Description of the Optimization Technique

[0045] The present invention discloses an improved optimization technique that is typically performed at step 202 of FIG. 2 or step 312 of FIG. 3. Specifically, the present invention discloses an improved method for optimizing queries using grouping matching, re-aggregation avoidance and comprehensive aggregate function derivation rules in query rewrites using materialized views.

[0046] Specifically, the present invention provides logic for matching the grouping of a materialized view with the grouping of a query and then determining whether re-aggregation (also known as re-grouping) is necessary using column equivalence and functional dependency. These steps provide the best strategy for avoiding unnecessary re-aggregation.

[0047] Without this logic for matching groupings, there are two possible consequences: (1) a materialized view candidate is rejected due to unrecognized equivalent columns or functional dependencies, or (2) re-aggregation is performed when there is actually no need to perform re-grouping due to the same reasons, leading to extra cost and lower performance.

[0048] After matching groupings between a materialized view and a query, aggregate functions requested by the query need to be derived from the materialized view and any remaining tables in the query. The derivation depends on the matching groupings decision, i.e., whether the RDBMS needs to perform re-aggregation or not.

[0049] It also depends on the argument of the aggregate function, e.g., whether it is from a common table or a residual table. If the summary data of a materialized view is lower than the level of what is requested by a query, then re-aggregation is required to rollup the data to the desired level.

[0050] Consider the following example. If a materialized view M has the following view definition V:

[0051] SELECT T1.C1, T1.C2, SUM(T1.C3) as S, COUNT(T1.C3) as CT

[0052] FROM T1

[0053] WHERE T1.C4>10

[0054] GROUP BY T1.C1, T1.C2;

[0055] and a query Q is:

[0056] SELECT T2.C2, AVG(T1.C3)

[0057] FROM T1, T2

[0058] WHERE T1.C1=T2.C1 AND T1.C4>10

[0059] GROUP BY T2.C2;

[0060] After query rewrite, assuming re-grouping is needed, query Q becomes:

[0061] SELECT T2.C2,

[0062] CASE SUM(M.CT)=0

[0063] THEN NULL ELSE SLM(M.S)/SUM(M.CT) END

[0064] FROM M, T2

[0065] WHERE M.C1=T2.C1

[0066] GROUP BY T2.C2;

[0067] If there is no need to perform re-aggregation, then, after query rewrite, the query Q becomes:

[0068] SELECT M.C1,

[0069] CASE M.CT=0

[0070] THEN NULL ELSE M.S/M.CT END

[0071] FROM M, T2

[0072] WHERE M.C1=T2.C1;

[0073] In addition, the present invention provides a set of comprehensive aggregate function derivation rules that are the most complete when combined with commonly known derivation rules. With this set of rules, coupled with the most complete logic for matching groupings and re-grouping avoidance, the present invention can achieve the best solution for aggregate query rewrite using materialized views. Using this invention, more queries can benefit from materialized views and achieve performance advantages.

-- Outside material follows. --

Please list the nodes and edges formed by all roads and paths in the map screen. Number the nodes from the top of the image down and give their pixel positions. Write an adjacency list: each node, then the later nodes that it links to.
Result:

[0074] A. Concepts and Notations

[0075] Before detailed logic of the invention is presented, some concepts and notations are introduced below.

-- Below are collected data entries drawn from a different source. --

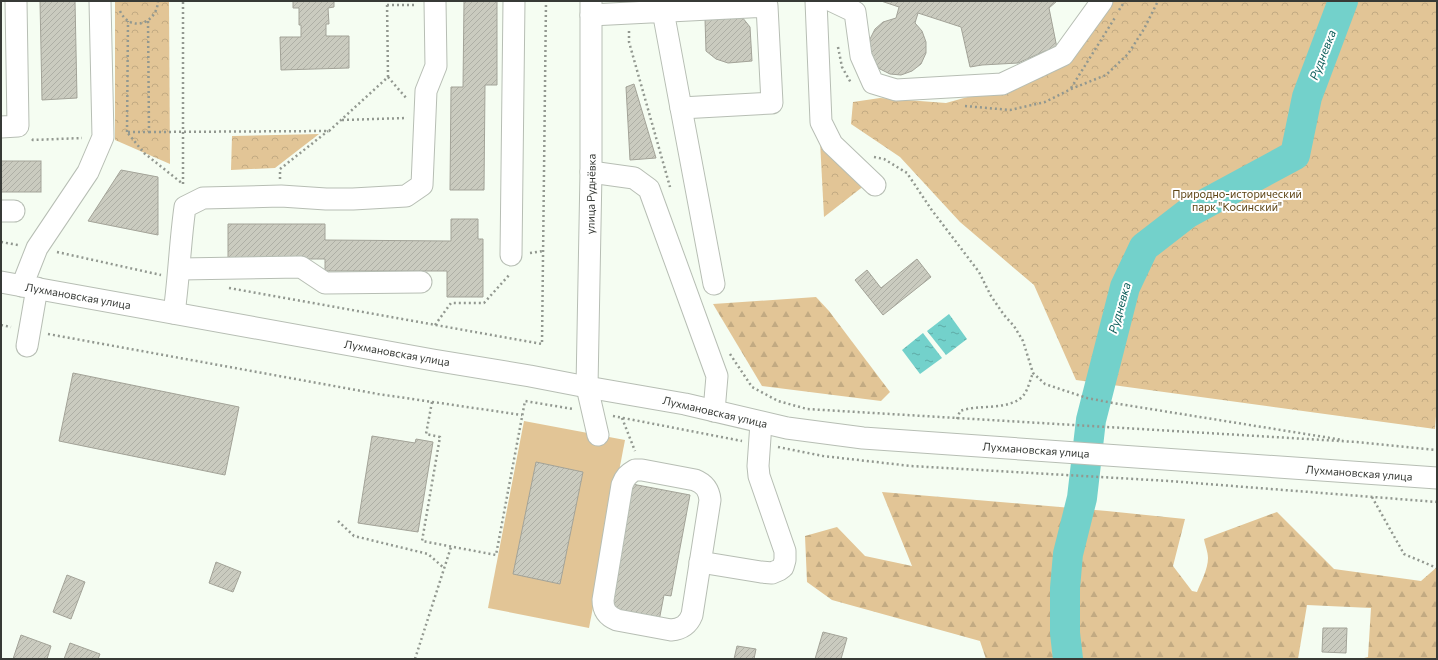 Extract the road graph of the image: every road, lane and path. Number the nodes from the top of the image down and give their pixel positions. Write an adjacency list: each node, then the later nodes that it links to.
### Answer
1 (16, 1): 23 (street)
2 (158, 1): 19 (path)
3 (183, 1): 27 (path)
4 (387, 1): 14 (path)
5 (514, 1): 39 (street)
6 (546, 1): 38 (path)
7 (816, 1): 32 (street)
8 (832, 1): 9 (street)
9 (1102, 1)
10 (1125, 1): 11 (path)
11 (1158, 1)
12 (435, 3): 14 (path); 21 (street)
13 (109, 4): 18 (path); 28 (street)
14 (387, 5): 22 (path)
15 (591, 8): 17 (street); 30 (street, улица Руднёвка)
16 (663, 10): 17 (street); 20 (street); 20 (street)
17 (628, 13): 33 (path)
18 (128, 21): 19 (path); 25 (path)
19 (148, 21): 26 (path)
20 (681, 108): 43 (street)
21 (425, 118): 22 (path); 34 (street)
22 (341, 120): 24 (path)
23 (9, 127): 28 (path)
24 (329, 131): 27 (path); 34 (path)
25 (128, 132): 26 (path); 31 (path)
26 (149, 132): 27 (path)
27 (182, 132): 31 (path)
28 (103, 137): 37 (street)
29 (871, 156): 51 (path)
30 (591, 172): 52 (street, улица Руднёвка); 55 (street)
31 (183, 184): 35 (path)
32 (875, 185)
33 (671, 190)
34 (281, 196): 35 (street)
35 (185, 206): 40 (street)
36 (1, 242): 37 (path)
37 (37, 248): 40 (path); 44 (street)
38 (543, 251): 39 (path); 48 (path)
39 (517, 260): 48 (path)
40 (179, 274): 42 (street); 46 (street)
41 (1, 282): 44 (street, Лухмановская улица)
42 (421, 282)
43 (714, 284)
44 (29, 287): 46 (street, Лухмановская улица); 49 (street)
45 (226, 288): 48 (path)
46 (174, 313): 52 (street, Лухмановская улица)
47 (1, 325): 49 (path)
48 (435, 325)
49 (29, 338): 54 (path)
50 (728, 351): 58 (path)
51 (1033, 373): 58 (path); 61 (path)
52 (587, 387): 55 (street, Лухмановская улица); 60 (street, улица Руднёвка)
53 (525, 401): 56 (path)
54 (432, 402): 56 (path); 69 (path)
55 (714, 411): 59 (street, Лухмановская улица)
56 (522, 415): 69 (path)
57 (622, 418): 64 (path)
58 (956, 419): 61 (path)
59 (761, 423): 65 (street, Лухмановская улица); 70 (street)
60 (598, 435)
61 (1357, 442): 62 (path)
62 (1437, 450)
63 (984, 469): 66 (path)
64 (642, 470): 70 (street); 70 (street)
65 (1437, 478)
66 (1372, 497): 67 (path); 72 (path)
67 (1437, 502)
68 (338, 521): 71 (path)
69 (451, 547): 71 (path)
70 (700, 562)
71 (444, 568): 73 (path)
72 (1437, 568)
73 (415, 659)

[0076] In the logic for matching groupings of query Q and view definition V for materialized view M, there is a need to map the tables involved in Q and V. The following terminology is used to refer to the tables involved:

[0077] Common tables: tables appear in the FROM clause of both Q and V. Usually common tables in Q are replaced by materialized view M after query rewrite.

[0078] Residual tables: tables appear in the FROM clause of Q only. After query rewrite, these tables remain in the query.

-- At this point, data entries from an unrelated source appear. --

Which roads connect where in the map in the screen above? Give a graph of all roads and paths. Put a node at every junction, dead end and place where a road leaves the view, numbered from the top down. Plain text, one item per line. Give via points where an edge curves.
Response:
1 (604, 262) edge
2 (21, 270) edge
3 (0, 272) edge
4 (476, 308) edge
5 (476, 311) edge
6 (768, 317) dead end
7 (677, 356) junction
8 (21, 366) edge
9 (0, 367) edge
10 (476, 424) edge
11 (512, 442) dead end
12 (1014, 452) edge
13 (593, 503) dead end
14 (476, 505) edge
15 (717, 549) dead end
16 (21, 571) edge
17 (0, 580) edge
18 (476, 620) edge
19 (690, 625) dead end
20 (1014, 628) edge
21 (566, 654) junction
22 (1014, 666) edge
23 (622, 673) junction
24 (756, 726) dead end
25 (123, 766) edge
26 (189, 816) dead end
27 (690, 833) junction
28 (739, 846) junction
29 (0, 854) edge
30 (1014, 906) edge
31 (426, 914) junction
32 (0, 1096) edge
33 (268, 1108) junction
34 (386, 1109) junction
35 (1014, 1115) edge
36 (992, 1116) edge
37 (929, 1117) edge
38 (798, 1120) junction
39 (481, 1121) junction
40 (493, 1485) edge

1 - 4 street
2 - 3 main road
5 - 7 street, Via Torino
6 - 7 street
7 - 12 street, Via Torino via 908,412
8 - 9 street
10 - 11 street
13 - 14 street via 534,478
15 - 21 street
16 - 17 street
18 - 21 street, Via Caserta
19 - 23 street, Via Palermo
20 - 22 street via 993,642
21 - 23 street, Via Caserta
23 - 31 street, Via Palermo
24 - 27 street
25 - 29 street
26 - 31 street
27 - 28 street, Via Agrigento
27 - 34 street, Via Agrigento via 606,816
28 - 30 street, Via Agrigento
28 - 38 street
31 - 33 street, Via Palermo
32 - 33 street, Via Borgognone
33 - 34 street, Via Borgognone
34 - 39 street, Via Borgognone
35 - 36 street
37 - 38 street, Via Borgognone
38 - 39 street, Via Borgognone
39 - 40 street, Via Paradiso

[0079] Rejoin tables: common tables that remain in the query after query rewrite to derive non-key columns through joins using primary keys.

[0080] Extra tables: tables appear in the FROM clause of V only. These tables are not used for the query.

[0081] Without loss of generality, assume that both query Q and view definition V of materialized view M contain a single query block and grouping columns. Then, the following are defined:

[0082] (Cc1, Cc2, . . . ) are grouping columns appearing in the grouping lists of both the query Q and V;

[0083] (Cq1, Cq2, . . . ) are grouping columns (from common tables) appearing only in the grouping list of query Q (extra columns in Q);

[0084] (Cv1, Cv2, . . . ) are grouping columns appearing only in the grouping list of the view definition V of materialized view M (extra columns in V); and

[0085] (Cr1, Cr2, . . . ) are grouping columns from residual tables appearing in the grouping list of query Q.

[0086] Finally, an arrow (.fwdarw.) has two meanings depending on the context. An arrow (.fwdarw.) notation between columns (e.g., A.fwdarw.B) indicates that the columns on the left hand functionally determine the columns on the right hand side (i.e., A functionally determines B, or A contains B). The other use of an arrow in the derivation rules indicates a column name is specified for an expression on the left hand in the result table.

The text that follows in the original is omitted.